Oleh: Crafty
Rini Putri, Penulis Buku Be an Active And
Productive Muslimah
Perempuan
adalah ujung tonggak peradaban. Sebab keberlangsungan generasi tergantung pada
perempuan. Perempuan memiliki daya tarik yang menyita perhatian kaum feminis
yang senantiasa menyerukan kesetaraan dan keadilan gender. Mereka menciptakan
berbagai gerakan demi mencapai tujuannya. Kita mengenal Gerwani (Gerakan Wanita
indonesia), juga LSM yang difasilitasi oleh pemerintah seperti Dharma Wanita
dan PKK. Semua itu sengaja dilahirkan untuk mendukung kebijakan pemerintah.
Gerakan feminis sejatinya mempromosikan demokrasi dan ide-ide sekuler yang
menghasilkan kebebasan yang kebablasan.
Buktinya, RUU
Keadilan dan Kesetaraan Gender (KKG) diperjuangkan habis-habisan oleh mereka.
Dengan anggapan pencapaian hak-hak perempuan, kaum feminis memandang RUU KKG
sebagai payung hukum yang akan menjembatani kesetaraan dan keadilan gender.
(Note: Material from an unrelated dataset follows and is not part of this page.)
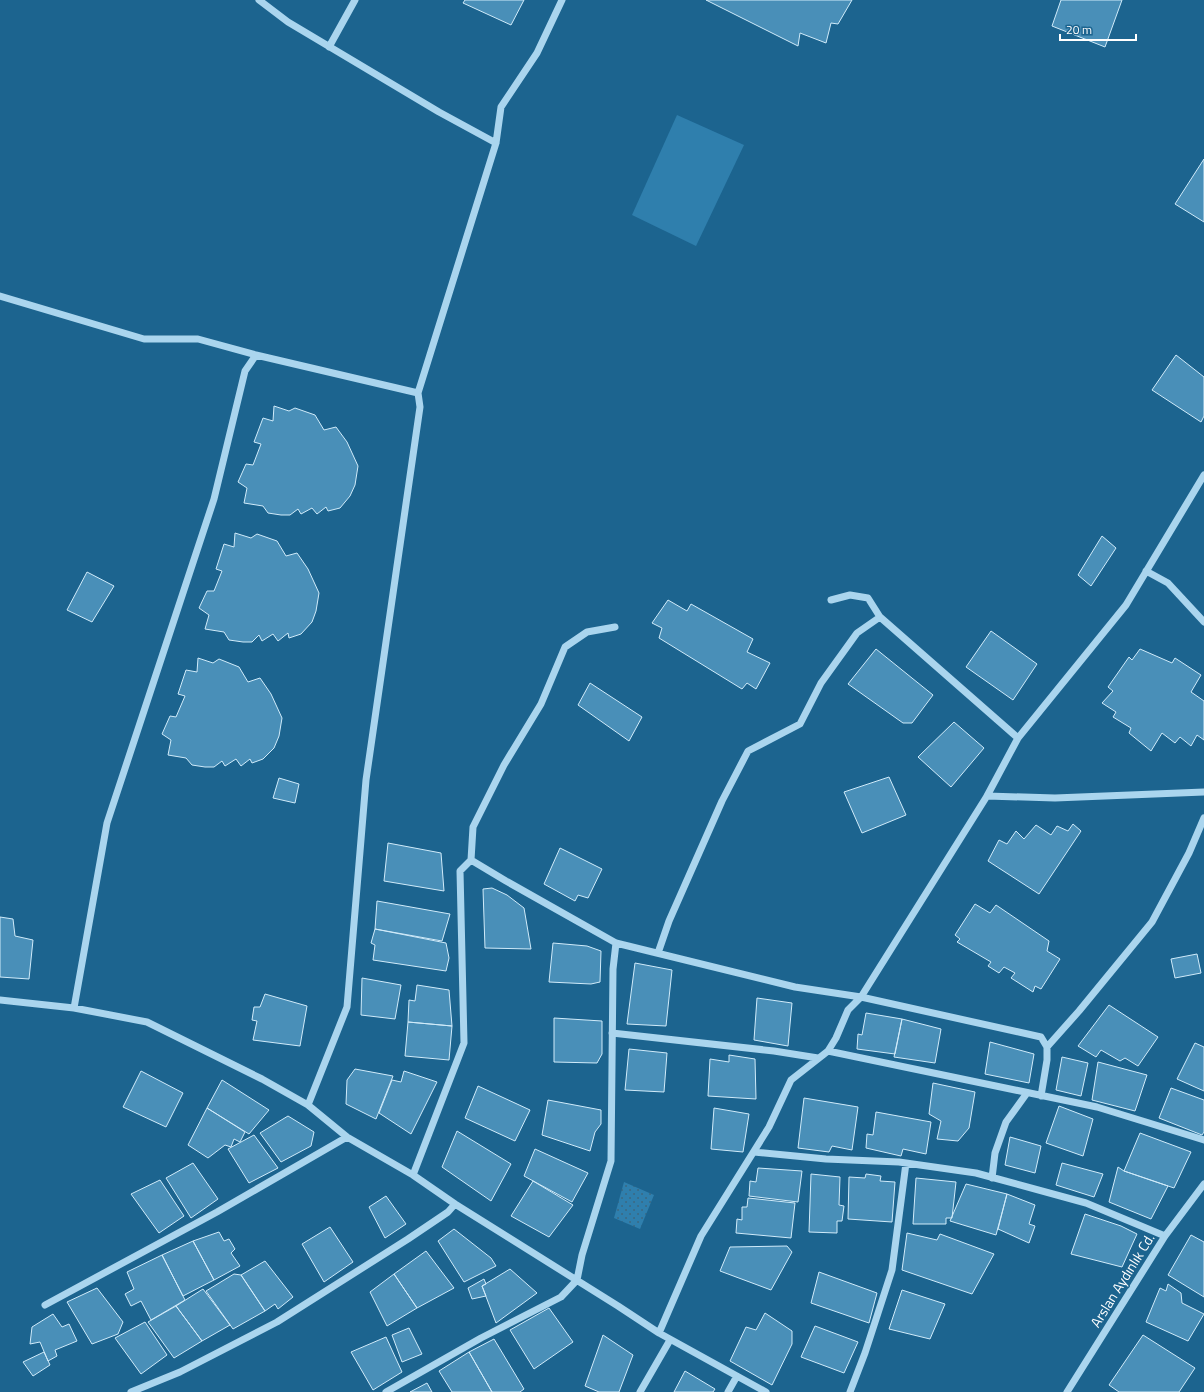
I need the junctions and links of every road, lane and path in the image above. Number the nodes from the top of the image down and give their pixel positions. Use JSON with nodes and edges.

Salah satunya akan terbuka Iebar kesempatan bagi perempuan untuk masuk ke dunia
politik praktis dan meraih kekuasaan. Jika perempuan tampil sebagai pembuat
kebijakan untuk publik (policy maker),
tentu akan mudah bagi kaum feminis mengencangkan ide kesetaraan gender.
Sejatinya
campur tangan perempuan dalam kekuasaan politik sekuler ini salah satu
indikator pemberdayaan perempuan dalam tujuan pembangunan milenium (MDGs). Jadi
ini adalah sebuah makar. Makar yang alih-alih membangkitkan perempuan, justru
menjerumuskan perempuan pada kesesatan. Sebab di dalam Islam, perempuan dan
laki-laki sama kedudukannya di hadapan Allah SWT, yang membedakan keduanya
adalah ketakwaannya.
Namun
perempuan dengan peran dan kedudukannya berbeda dengan laki-laki. Sebagai
contoh, perempuan memiliki kedudukan sebagai ibu dan pengatur rumah (ummu wa rabbatul bait). Perempuan mengandung,
melahirkan, dan menyusui, sedangkan laki-laki tidak. Laki-laki digariskan
sebagai penopang nafkah keluarga, perempuan tidak wajib. Laki-laki yang
dibolehkan menjadi penguasa, sedangkan perempuan tidak. Jadi, peran dan
kedudukan perempuan dan laki-laki berbeda, tidak dapat disetarakan di dalam
semua sisi.
Selain itu,
kaum feminis juga membuat hari khusus untuk perempuan. Baik Hari Ibu (22
Desember) maupun Hari Perempuan internasional (8 Maret) bukan hanya sekadar
seremonial perayaan belaka. Tahun ini (2015) adalah 100 tahun Hari Perempuan
Internasional (HPI). Tema yang diangkat oleh perempuan di seluruh penjuru
negeri dalam HPI ini tentang akses pendidikan yang menekankan bahwa kesetaraan
gender dan pemberdayaan perempuan adalah dasar bagi misi global dalam mencapai
persamaan hak dan martabat bagi semua.
Saat ini
masyarakat umum menganggap hari ibu sebagai momentum untuk mengungkapkan terima
kasih dan kasih sayang kepada ibu. Namun kalangan feminis mengkampanyekan
misinya. Seperti yang digalakkan oleh Kowani bersama Kementrian Pemberdayaan
Perempuan dan Perlindungan Anak RI (KPPPA) dan seluruh organisasi perempuan
se-Indonesia. Tema yang diangkat pada Peringatan Hari Ibu (PHI) ke 87 ini
adalah kesetaraan perempuan dan laki laki.
Di antara
subtema yang diambil adalah perempuan dan laki-laki setara untuk Indonesia
maju, toleransi dan kerukunan untuk keutuhan NKRI dimulai dari keluarga. Ini
jelas berbahaya dan menjadi ancaman serius bagi Muslimah serta generasi Muslim.
Dapat kita
bayangkan upaya keras dari kaum feminis untuk meraih tujuannya. Jadi, sebagai
Muslimah yang memiliki kesadaran idologis (Islam), tidak boleh diam. Kita harus
mengusung politik Islam (mengurusi urusan umat) di tengah kaum Muslimah. Agar
Muslimah menyadari makna politik yang shahih dan ikut memperjuangkan Islam.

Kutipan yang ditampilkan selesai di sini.